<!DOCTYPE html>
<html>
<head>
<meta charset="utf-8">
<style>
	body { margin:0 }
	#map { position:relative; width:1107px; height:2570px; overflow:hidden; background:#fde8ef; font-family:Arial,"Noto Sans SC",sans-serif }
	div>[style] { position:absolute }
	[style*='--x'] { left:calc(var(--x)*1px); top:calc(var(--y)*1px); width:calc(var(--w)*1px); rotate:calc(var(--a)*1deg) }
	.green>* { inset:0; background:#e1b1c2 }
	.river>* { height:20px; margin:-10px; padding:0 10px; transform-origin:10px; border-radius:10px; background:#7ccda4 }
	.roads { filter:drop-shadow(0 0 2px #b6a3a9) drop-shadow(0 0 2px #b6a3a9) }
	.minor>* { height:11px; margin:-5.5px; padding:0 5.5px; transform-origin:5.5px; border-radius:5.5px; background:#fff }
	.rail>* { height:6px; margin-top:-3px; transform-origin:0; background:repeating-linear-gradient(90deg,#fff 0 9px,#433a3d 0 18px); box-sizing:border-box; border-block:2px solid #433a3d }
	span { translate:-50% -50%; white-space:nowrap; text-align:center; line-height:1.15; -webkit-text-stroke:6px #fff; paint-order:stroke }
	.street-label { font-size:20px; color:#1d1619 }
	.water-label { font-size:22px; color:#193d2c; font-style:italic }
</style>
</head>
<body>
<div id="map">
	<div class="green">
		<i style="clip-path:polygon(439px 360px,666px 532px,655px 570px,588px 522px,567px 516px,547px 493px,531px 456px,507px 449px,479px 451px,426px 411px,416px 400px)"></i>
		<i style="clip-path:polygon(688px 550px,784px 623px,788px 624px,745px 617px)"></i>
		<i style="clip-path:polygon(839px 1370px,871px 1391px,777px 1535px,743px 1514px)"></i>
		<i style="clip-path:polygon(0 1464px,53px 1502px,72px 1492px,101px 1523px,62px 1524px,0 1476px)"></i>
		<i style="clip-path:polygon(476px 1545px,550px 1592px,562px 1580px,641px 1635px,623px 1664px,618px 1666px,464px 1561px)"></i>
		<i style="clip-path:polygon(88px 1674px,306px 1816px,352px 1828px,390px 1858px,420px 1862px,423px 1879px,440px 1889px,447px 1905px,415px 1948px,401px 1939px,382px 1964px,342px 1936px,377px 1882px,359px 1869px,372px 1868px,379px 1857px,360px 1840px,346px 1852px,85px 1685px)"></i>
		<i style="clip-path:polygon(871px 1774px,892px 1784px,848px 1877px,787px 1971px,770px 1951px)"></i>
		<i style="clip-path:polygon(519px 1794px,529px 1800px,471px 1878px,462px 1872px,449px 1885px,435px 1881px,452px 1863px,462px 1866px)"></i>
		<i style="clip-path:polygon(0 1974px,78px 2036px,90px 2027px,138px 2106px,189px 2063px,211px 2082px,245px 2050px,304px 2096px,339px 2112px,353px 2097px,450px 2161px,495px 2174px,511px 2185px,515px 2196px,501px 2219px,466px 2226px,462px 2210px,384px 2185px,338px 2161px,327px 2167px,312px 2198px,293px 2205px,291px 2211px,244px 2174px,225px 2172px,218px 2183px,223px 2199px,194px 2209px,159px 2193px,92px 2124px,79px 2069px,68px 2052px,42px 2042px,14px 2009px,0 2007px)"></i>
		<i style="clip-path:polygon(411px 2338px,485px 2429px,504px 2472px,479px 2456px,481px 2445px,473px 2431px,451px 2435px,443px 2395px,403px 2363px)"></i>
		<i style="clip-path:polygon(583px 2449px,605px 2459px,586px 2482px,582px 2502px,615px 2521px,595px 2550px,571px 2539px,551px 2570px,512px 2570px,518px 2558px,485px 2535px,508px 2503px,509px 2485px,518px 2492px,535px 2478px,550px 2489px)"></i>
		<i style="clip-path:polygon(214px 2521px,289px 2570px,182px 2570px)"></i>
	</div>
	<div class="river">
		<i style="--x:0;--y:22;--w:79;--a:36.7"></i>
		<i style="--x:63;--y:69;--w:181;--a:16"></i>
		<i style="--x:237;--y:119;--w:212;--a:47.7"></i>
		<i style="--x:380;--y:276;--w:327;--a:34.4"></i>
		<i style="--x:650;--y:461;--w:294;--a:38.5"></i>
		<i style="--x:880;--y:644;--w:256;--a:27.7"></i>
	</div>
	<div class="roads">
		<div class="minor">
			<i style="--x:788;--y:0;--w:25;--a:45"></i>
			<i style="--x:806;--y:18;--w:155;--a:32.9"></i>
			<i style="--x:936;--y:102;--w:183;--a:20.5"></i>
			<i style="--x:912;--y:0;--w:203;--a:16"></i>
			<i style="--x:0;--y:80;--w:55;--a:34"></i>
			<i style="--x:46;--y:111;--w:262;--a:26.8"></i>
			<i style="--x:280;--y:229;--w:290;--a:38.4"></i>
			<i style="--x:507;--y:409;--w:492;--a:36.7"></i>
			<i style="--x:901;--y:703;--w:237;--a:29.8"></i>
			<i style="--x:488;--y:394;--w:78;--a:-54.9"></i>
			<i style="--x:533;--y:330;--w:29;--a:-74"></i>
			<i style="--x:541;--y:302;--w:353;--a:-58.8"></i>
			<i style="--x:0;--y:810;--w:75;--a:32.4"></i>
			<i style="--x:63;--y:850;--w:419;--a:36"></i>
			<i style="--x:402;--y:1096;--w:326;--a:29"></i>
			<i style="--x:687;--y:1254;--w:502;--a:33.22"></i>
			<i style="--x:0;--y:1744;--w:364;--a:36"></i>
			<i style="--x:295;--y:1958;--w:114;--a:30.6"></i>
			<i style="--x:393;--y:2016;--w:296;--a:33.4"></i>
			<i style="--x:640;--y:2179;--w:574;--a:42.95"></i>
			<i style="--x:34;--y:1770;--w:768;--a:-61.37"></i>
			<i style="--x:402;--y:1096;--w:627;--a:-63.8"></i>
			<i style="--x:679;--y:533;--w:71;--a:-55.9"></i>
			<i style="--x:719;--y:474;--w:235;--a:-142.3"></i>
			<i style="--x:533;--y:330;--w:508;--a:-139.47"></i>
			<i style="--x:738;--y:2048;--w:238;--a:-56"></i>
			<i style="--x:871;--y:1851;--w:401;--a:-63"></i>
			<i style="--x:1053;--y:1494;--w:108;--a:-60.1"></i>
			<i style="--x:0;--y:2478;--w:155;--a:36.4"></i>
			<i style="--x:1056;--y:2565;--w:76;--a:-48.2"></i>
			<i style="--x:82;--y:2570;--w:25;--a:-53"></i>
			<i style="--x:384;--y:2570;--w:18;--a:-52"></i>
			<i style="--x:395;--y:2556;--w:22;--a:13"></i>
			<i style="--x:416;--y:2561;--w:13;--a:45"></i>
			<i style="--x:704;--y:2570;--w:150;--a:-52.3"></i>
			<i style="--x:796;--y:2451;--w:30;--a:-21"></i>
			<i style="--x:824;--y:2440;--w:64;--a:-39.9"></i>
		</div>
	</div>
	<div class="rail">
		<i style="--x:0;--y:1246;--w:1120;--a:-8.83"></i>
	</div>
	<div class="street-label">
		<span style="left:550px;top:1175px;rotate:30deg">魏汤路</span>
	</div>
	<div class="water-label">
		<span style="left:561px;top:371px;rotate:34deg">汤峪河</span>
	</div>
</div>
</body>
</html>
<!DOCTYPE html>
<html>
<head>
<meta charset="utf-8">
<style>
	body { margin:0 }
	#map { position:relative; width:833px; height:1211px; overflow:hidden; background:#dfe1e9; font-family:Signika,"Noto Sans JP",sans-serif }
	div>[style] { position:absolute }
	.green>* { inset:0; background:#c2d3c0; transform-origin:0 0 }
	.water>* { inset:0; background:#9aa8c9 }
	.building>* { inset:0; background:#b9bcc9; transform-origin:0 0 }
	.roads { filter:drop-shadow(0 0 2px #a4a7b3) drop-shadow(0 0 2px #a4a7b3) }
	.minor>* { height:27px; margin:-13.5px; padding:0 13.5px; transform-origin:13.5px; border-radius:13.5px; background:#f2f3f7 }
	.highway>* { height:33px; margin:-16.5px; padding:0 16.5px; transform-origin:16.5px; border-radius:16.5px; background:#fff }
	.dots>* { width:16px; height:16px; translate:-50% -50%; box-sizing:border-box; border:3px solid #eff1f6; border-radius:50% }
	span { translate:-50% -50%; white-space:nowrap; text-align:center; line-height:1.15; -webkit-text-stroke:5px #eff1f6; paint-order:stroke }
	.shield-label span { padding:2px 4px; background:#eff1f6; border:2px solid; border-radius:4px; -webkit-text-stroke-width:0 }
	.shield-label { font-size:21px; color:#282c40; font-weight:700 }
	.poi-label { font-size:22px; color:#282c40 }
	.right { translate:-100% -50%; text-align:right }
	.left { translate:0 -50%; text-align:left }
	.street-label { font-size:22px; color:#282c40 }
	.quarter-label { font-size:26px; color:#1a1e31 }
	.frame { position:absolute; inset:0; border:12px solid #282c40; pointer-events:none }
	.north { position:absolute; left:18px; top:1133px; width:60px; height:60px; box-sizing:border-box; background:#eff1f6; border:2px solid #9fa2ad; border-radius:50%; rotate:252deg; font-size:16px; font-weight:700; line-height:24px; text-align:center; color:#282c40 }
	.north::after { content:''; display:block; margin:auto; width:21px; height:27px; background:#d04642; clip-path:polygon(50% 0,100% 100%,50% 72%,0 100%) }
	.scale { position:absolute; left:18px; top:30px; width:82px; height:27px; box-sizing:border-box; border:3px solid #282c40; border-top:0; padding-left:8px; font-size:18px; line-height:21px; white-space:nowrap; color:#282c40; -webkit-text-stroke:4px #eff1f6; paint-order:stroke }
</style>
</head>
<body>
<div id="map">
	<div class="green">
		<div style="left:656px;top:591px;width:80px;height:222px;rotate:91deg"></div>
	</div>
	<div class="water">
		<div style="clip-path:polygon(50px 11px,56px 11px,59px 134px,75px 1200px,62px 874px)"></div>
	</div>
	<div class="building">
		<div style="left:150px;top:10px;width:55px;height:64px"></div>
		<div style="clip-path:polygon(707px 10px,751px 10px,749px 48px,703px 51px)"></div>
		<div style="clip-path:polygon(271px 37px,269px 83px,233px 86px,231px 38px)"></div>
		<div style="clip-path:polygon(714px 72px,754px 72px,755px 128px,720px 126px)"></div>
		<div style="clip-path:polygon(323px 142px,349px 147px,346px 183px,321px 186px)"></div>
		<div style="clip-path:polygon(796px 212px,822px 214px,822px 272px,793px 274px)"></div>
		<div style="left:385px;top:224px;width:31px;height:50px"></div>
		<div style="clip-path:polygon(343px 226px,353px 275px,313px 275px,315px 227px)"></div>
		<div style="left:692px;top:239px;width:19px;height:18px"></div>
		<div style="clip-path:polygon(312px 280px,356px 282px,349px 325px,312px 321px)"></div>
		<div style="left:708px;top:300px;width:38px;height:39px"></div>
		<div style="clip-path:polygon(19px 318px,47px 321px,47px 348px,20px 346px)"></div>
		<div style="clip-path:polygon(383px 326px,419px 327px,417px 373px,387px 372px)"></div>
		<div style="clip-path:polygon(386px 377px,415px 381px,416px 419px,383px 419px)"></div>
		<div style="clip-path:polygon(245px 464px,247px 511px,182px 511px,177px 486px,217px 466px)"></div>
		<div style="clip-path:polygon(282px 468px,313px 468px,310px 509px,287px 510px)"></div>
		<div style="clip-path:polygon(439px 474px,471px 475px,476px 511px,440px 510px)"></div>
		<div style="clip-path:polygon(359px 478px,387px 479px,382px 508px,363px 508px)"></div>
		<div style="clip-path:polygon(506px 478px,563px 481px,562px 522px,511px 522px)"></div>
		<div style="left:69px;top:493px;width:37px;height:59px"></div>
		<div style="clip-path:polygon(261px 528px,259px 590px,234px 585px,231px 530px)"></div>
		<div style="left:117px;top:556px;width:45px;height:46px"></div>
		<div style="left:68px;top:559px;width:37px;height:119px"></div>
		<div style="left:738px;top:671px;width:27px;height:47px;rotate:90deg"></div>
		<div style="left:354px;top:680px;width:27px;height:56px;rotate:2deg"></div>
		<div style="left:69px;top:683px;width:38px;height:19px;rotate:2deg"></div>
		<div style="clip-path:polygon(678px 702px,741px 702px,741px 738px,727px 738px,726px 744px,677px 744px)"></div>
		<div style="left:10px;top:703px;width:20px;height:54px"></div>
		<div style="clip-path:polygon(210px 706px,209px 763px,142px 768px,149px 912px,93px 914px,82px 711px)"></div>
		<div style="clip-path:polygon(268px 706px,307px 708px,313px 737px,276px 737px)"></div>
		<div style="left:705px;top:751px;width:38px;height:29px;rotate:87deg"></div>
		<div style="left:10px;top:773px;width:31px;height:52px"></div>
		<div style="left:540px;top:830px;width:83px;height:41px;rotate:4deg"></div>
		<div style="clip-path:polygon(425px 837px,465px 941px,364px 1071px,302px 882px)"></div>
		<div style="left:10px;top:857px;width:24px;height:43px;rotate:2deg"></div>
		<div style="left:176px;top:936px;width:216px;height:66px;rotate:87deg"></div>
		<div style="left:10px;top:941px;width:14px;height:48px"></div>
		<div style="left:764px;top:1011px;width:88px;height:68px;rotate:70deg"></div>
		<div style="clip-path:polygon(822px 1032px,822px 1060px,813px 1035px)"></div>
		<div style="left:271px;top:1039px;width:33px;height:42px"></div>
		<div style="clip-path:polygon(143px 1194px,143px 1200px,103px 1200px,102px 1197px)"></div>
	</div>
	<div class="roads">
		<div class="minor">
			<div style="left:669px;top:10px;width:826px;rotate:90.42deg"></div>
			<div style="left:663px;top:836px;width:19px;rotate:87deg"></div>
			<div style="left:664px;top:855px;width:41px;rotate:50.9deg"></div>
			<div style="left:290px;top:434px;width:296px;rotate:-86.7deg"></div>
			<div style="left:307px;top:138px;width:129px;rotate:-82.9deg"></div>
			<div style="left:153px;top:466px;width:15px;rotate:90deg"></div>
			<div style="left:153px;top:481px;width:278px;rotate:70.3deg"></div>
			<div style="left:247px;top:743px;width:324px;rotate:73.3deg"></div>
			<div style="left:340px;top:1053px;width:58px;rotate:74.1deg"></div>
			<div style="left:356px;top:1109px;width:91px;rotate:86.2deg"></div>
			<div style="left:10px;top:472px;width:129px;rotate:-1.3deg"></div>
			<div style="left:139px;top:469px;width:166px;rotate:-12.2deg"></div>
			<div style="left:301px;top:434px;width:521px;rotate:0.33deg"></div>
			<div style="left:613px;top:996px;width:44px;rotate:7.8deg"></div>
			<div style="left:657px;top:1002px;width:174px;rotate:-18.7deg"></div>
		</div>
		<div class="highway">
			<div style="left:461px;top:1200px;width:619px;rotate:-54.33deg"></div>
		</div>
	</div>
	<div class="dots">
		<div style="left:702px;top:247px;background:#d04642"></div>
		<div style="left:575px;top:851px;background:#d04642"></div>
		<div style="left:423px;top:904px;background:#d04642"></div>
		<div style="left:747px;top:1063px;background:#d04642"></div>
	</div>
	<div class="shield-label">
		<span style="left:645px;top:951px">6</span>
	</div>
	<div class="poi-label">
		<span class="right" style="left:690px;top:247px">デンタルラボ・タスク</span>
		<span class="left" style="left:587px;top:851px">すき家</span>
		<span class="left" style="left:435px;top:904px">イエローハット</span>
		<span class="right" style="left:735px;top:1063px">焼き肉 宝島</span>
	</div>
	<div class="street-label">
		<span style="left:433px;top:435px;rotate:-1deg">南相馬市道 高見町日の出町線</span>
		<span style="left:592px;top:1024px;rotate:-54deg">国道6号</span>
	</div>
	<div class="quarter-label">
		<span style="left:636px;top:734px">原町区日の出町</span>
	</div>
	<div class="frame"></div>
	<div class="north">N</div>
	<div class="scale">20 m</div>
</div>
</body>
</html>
§ §
§ **What to work on**
In the data above, find the line with "text-align:center; line-height:1.15; -webkit-text-stroke:5px" and the line with "translate:-100% -50%; text-align:right". Retype both, plus every line between them, exactly.

§ **Answer to the exercise**
	span { translate:-50% -50%; white-space:nowrap; text-align:center; line-height:1.15; -webkit-text-stroke:5px #eff1f6; paint-order:stroke }
	.shield-label span { padding:2px 4px; background:#eff1f6; border:2px solid; border-radius:4px; -webkit-text-stroke-width:0 }
	.shield-label { font-size:21px; color:#282c40; font-weight:700 }
	.poi-label { font-size:22px; color:#282c40 }
	.right { translate:-100% -50%; text-align:right }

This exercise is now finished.